:: Stored data ::
▼▼▼
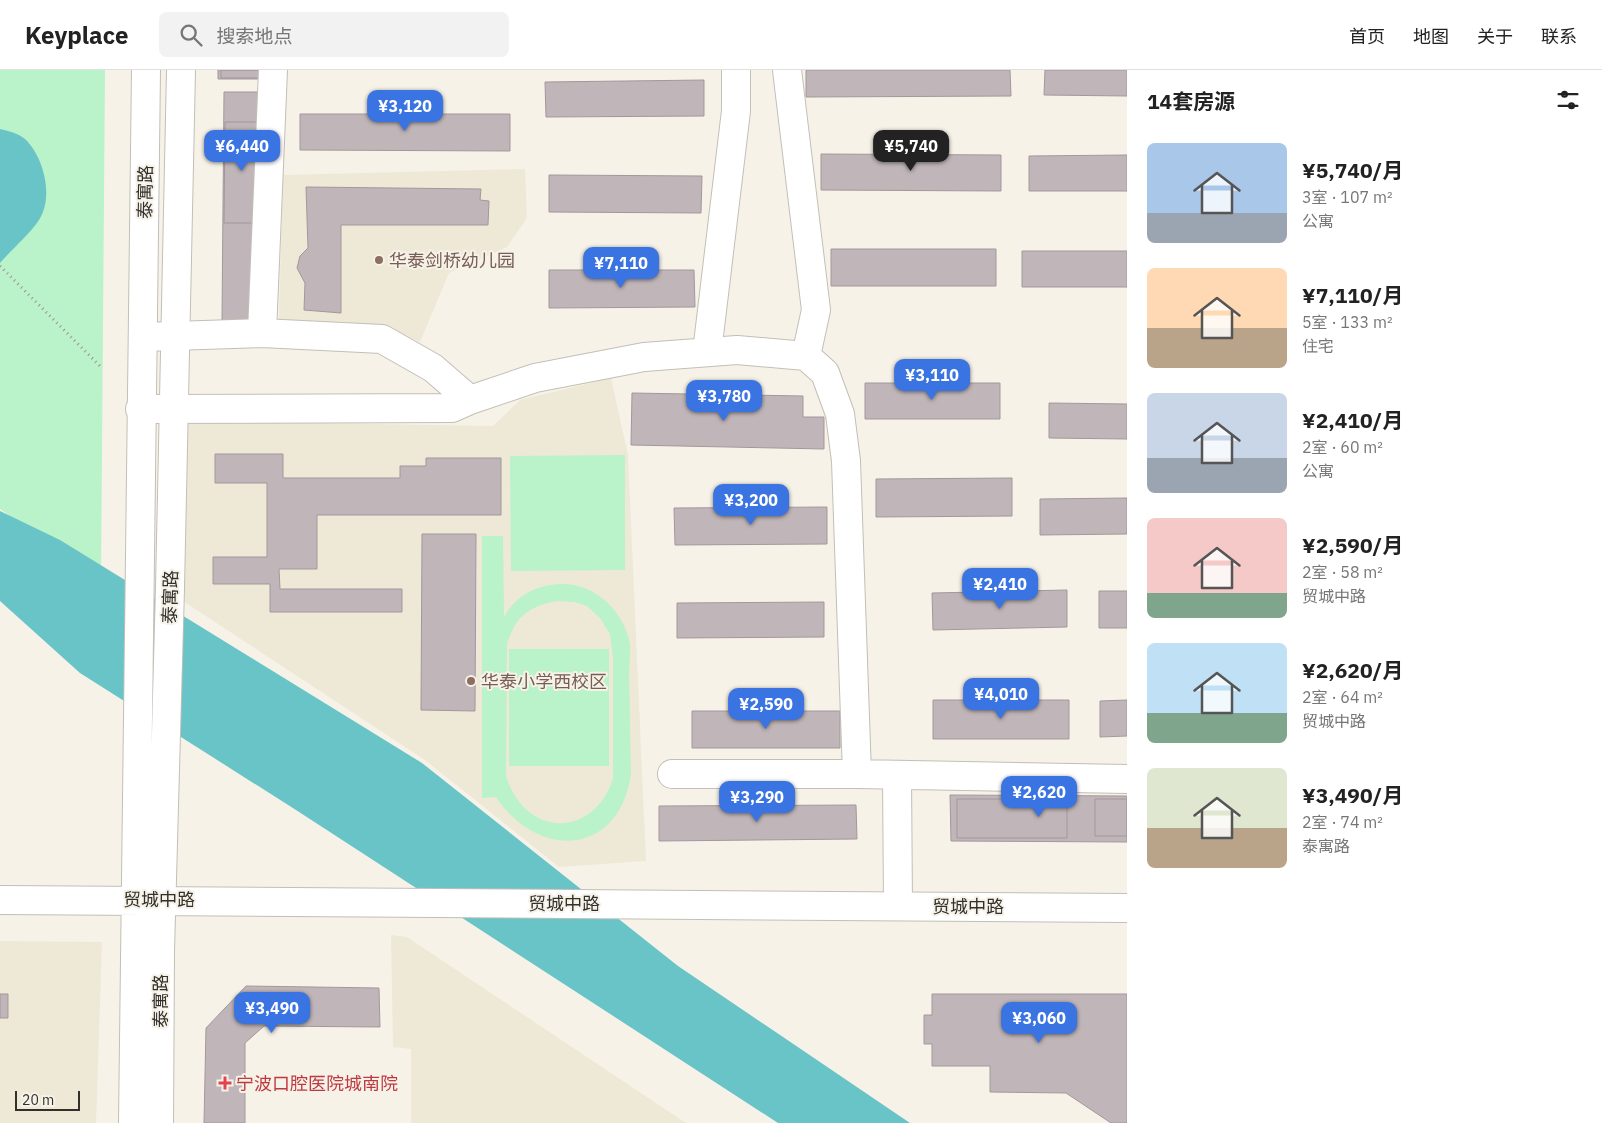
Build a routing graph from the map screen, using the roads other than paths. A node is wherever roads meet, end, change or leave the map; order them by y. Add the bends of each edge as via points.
1 (146, 70) edge
2 (180, 70) edge
3 (273, 70) edge
4 (736, 70) edge
5 (787, 70) edge
6 (262, 332) junction
7 (175, 335) junction
8 (143, 337) junction
9 (707, 352) junction
10 (806, 356) junction
11 (470, 400) junction
12 (140, 409) junction
13 (173, 409) junction
14 (672, 774) dead end
15 (857, 774) junction
16 (897, 775) junction
17 (1127, 779) edge
18 (150, 899) junction
19 (0, 900) edge
20 (898, 906) junction
21 (1127, 908) edge
22 (133, 1123) edge
23 (159, 1123) edge

1 - 8 main road, 泰寓路
2 - 7 main road, 泰寓路
3 - 6 main road
4 - 9 main road via 736,111
5 - 10 main road via 816,310
6 - 7 main road
6 - 11 main road via 382,339 433,368
7 - 8 main road
7 - 13 main road, 泰寓路
8 - 12 main road, 泰寓路
9 - 10 main road via 737,350
9 - 11 main road via 644,357 535,378
10 - 15 main road via 825,373 840,414 846,460
11 - 13 main road via 452,408
12 - 13 main road
12 - 18 main road, 泰寓路 via 137,723
13 - 18 main road, 泰寓路 via 165,739
14 - 15 main road
15 - 16 main road
16 - 17 main road
16 - 20 main road
18 - 19 main road, 贸城中路
18 - 20 main road, 贸城中路
18 - 22 main road, 泰寓路
18 - 23 main road, 泰寓路
20 - 21 main road, 贸城中路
▲▲▲
Apart from the images, the entries above must be returned without alteration.

Build a routing graph from the map screen, using the roads other than paths. A node is wherever roads meet, end, change or leave the map; order them by y. Add the bends of each edge as via points.
1 (146, 70) edge
2 (180, 70) edge
3 (273, 70) edge
4 (736, 70) edge
5 (787, 70) edge
6 (262, 332) junction
7 (175, 335) junction
8 (143, 337) junction
9 (707, 352) junction
10 (806, 356) junction
11 (470, 400) junction
12 (140, 409) junction
13 (173, 409) junction
14 (672, 774) dead end
15 (857, 774) junction
16 (897, 775) junction
17 (1127, 779) edge
18 (150, 899) junction
19 (0, 900) edge
20 (898, 906) junction
21 (1127, 908) edge
22 (133, 1123) edge
23 (159, 1123) edge

1 - 8 main road, 泰寓路
2 - 7 main road, 泰寓路
3 - 6 main road
4 - 9 main road via 736,111
5 - 10 main road via 816,310
6 - 7 main road
6 - 11 main road via 382,339 433,368
7 - 8 main road
7 - 13 main road, 泰寓路
8 - 12 main road, 泰寓路
9 - 10 main road via 737,350
9 - 11 main road via 644,357 535,378
10 - 15 main road via 825,373 840,414 846,460
11 - 13 main road via 452,408
12 - 13 main road
12 - 18 main road, 泰寓路 via 137,723
13 - 18 main road, 泰寓路 via 165,739
14 - 15 main road
15 - 16 main road
16 - 17 main road
16 - 20 main road
18 - 19 main road, 贸城中路
18 - 20 main road, 贸城中路
18 - 22 main road, 泰寓路
18 - 23 main road, 泰寓路
20 - 21 main road, 贸城中路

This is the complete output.